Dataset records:
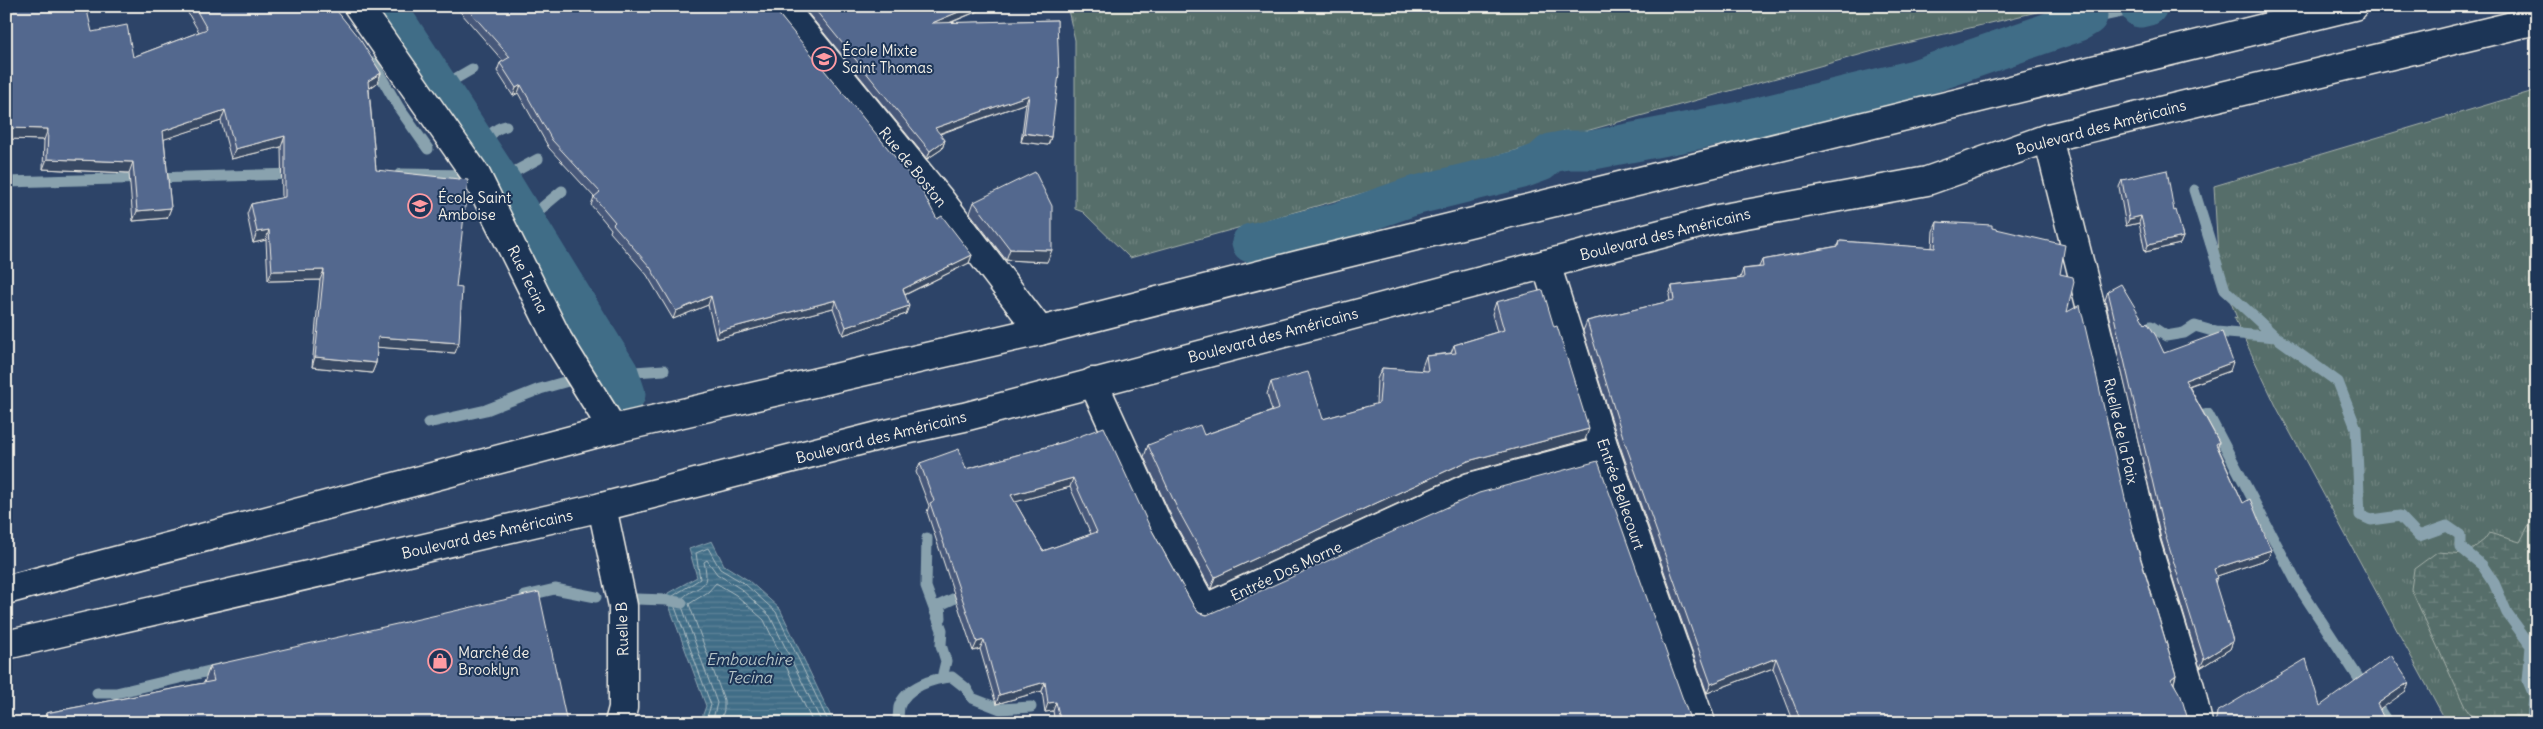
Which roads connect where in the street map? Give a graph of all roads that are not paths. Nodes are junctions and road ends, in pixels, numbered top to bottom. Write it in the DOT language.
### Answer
graph roads {
  1 [pos="358,6"];
  2 [pos="782,6"];
  3 [pos="2354,6"];
  4 [pos="2537,20"];
  5 [pos="2048,138"];
  6 [pos="1546,264"];
  7 [pos="1040,331"];
  8 [pos="1093,382"];
  9 [pos="613,429"];
  10 [pos="1605,450"];
  11 [pos="602,507"];
  12 [pos="6,590"];
  13 [pos="6,645"];
  14 [pos="619,723"];
  15 [pos="1701,723"];
  16 [pos="2198,723"];
  1 -- 9 [label="main road, Rue Tecina"];
  2 -- 7 [label="main road, Rue de Boston"];
  3 -- 7 [label="main road"];
  4 -- 5 [label="main road, Boulevard des Américains"];
  5 -- 6 [label="main road, Boulevard des Américains"];
  5 -- 16 [label="main road, Ruelle de la Paix"];
  6 -- 8 [label="main road, Boulevard des Américains"];
  6 -- 10 [label="main road, Entrée Bellecourt"];
  7 -- 9 [label="main road"];
  8 -- 10 [label="main road, Entrée Dos Morne"];
  8 -- 11 [label="main road, Boulevard des Américains"];
  9 -- 12 [label="main road"];
  10 -- 15 [label="main road, Entrée Bellecourt"];
  11 -- 13 [label="main road, Boulevard des Américains"];
  11 -- 14 [label="main road, Ruelle B"];
}
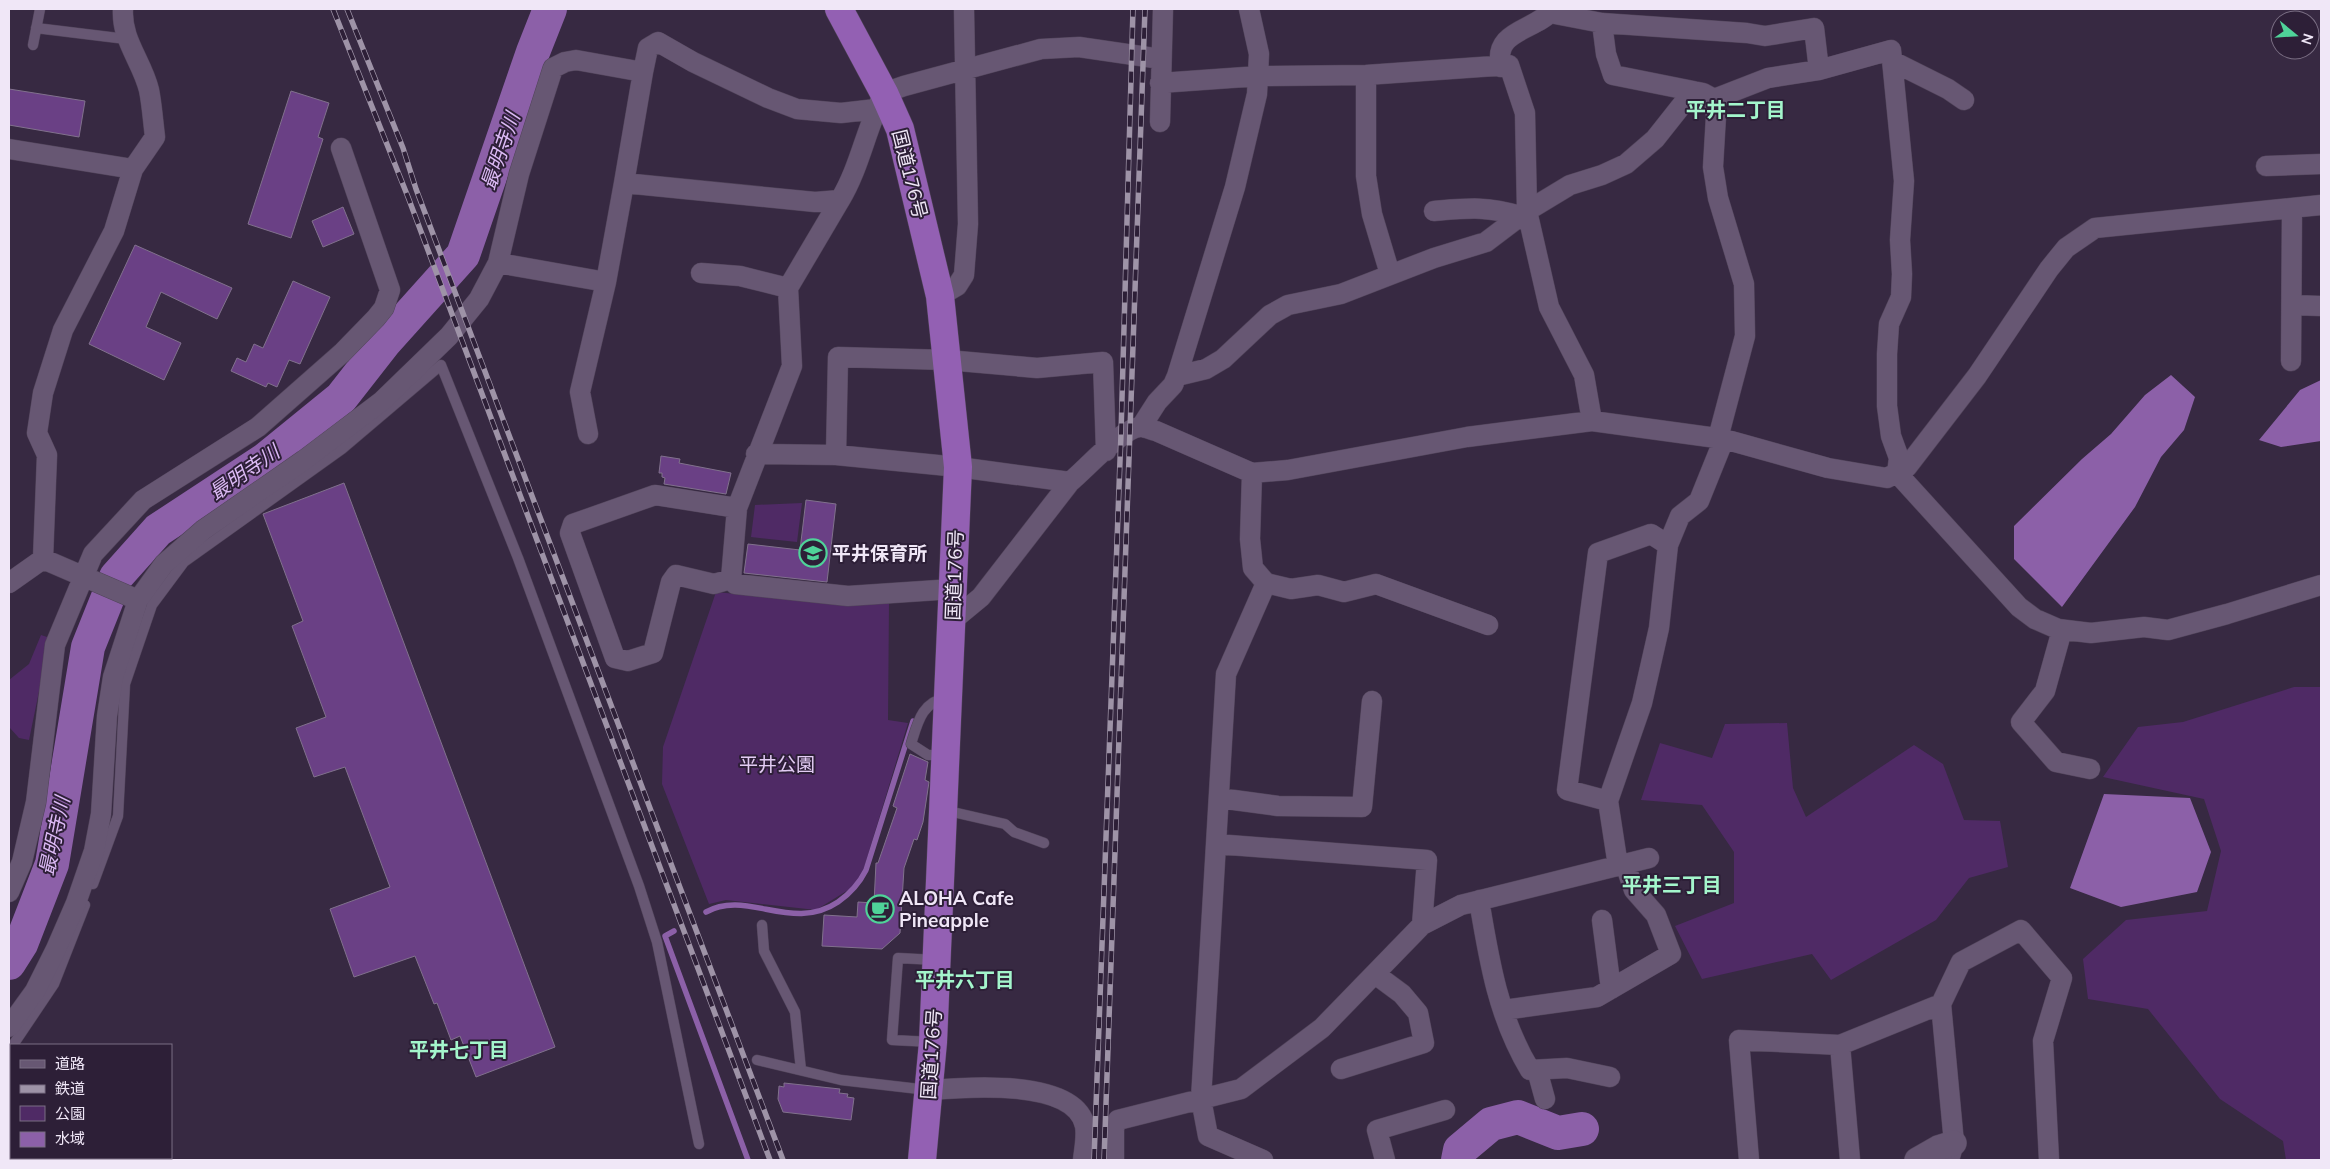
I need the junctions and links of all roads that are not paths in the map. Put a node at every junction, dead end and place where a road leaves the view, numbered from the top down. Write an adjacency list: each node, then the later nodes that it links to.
1 (40, 9): 9 (lane)
2 (123, 9): 10 (street)
3 (838, 9): 24 (highway, 国道176号)
4 (964, 9): 15 (street)
5 (1163, 9): 12 (street)
6 (1249, 9): 19 (street)
7 (1551, 11): 8 (street); 14 (street)
8 (1602, 23): 16 (street); 21 (street)
9 (36, 28): 10 (lane); 11 (lane)
10 (126, 39): 30 (street)
11 (33, 45)
12 (1161, 59): 15 (street); 20 (street)
13 (1892, 61): 16 (street); 23 (street); 57 (street)
14 (1501, 67): 18 (street); 36 (street)
15 (963, 70): 24 (street); 42 (street)
16 (1820, 70): 22 (street)
17 (643, 72): 24 (street); 31 (street); 37 (street)
18 (1366, 75): 19 (street); 39 (street)
19 (1259, 76): 20 (street); 47 (street)
20 (1160, 83): 25 (street)
21 (1693, 91): 22 (street); 36 (street)
22 (1714, 99): 51 (street)
23 (1964, 100)
24 (880, 101): 32 (street); 42 (highway, 国道176号)
25 (1160, 122)
26 (341, 148): 62 (street)
27 (9, 149): 30 (street)
28 (2321, 164): 29 (street)
29 (2266, 166)
30 (133, 169): 61 (street)
31 (624, 183): 32 (street); 40 (street)
32 (840, 200): 41 (street)
33 (2321, 205): 34 (street)
34 (2292, 208): 43 (street); 57 (street)
35 (1434, 211): 36 (street)
36 (1524, 213): 39 (street); 48 (street)
37 (498, 263): 40 (street); 68 (street)
38 (701, 273): 41 (street)
39 (1390, 274): 47 (street)
40 (606, 282): 50 (street)
41 (788, 288): 53 (street)
42 (940, 296): 45 (highway, 国道176号)
43 (2292, 305): 44 (street); 46 (street)
44 (2321, 306)
45 (947, 360): 52 (street); 54 (street); 55 (highway, 国道176号)
46 (2291, 361)
47 (1177, 376): 49 (street)
48 (1592, 421): 51 (street); 56 (street)
49 (1141, 427): 52 (street); 56 (street)
50 (588, 434)
51 (1721, 439): 57 (street); 60 (street)
52 (1106, 451): 58 (street)
53 (756, 454): 54 (street); 59 (street)
54 (836, 455): 55 (street)
55 (958, 467): 58 (street); 67 (highway, 国道176号)
56 (1252, 472): 65 (street)
57 (1897, 473): 71 (street)
58 (1070, 482): 69 (street)
59 (737, 508): 63 (street); 63 (street)
60 (1668, 545): 77 (street); 77 (street)
61 (43, 559): 62 (street); 64 (street)
62 (86, 578): 68 (street); 83 (street)
63 (731, 579): 67 (street)
64 (9, 583)
65 (1266, 583): 70 (street); 76 (street)
66 (2321, 585): 71 (street)
67 (953, 588): 69 (highway, 国道176号)
68 (132, 597): 93 (street)
69 (952, 621): 72 (highway, 国道176号)
70 (1488, 625)
71 (2062, 630): 75 (street)
72 (949, 696): 74 (highway, 国道176号); 74 (lane)
73 (1372, 701): 76 (street)
74 (947, 755): 78 (highway, 国道176号)
75 (2090, 769)
76 (1219, 798): 80 (street)
77 (1608, 801): 82 (street)
78 (944, 810): 79 (lane); 88 (highway, 国道176号)
79 (1044, 843)
80 (1216, 844): 87 (street); 103 (street)
81 (1649, 858): 82 (street)
82 (1622, 865): 84 (street); 90 (street)
83 (9, 892)
84 (1479, 900): 87 (street); 92 (street)
85 (1602, 920): 90 (street)
86 (762, 925): 99 (lane)
87 (1422, 925): 89 (street)
88 (937, 960): 94 (highway, 国道176号); 94 (lane)
89 (1375, 974): 98 (street); 103 (street)
90 (1611, 989): 92 (street)
91 (1941, 1004): 96 (street); 107 (street); 116 (street)
92 (1504, 1010): 100 (street)
93 (9, 1027)
94 (933, 1042): 102 (highway, 国道176号)
95 (13, 1044): 106 (lane)
96 (1840, 1045): 113 (street); 114 (street)
97 (757, 1060): 99 (lane)
98 (1341, 1069)
99 (802, 1070): 102 (lane)
100 (1537, 1070): 101 (street); 104 (street)
101 (1610, 1077)
102 (930, 1090): 108 (highway, 国道176号); 109 (street)
103 (1201, 1099): 110 (street); 111 (street)
104 (1544, 1099)
105 (1445, 1110): 112 (street)
106 (699, 1144)
107 (1952, 1152): 115 (street)
108 (922, 1160)
109 (1083, 1160)
110 (1114, 1160)
111 (1263, 1160)
112 (1385, 1160)
113 (1749, 1160)
114 (1850, 1160)
115 (1917, 1160)
116 (2049, 1160)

WORK TO BE COMPLETED: Determine how many lines above contain "Entrée" and respond with that number only.

RESULT OF THIS TASK: 3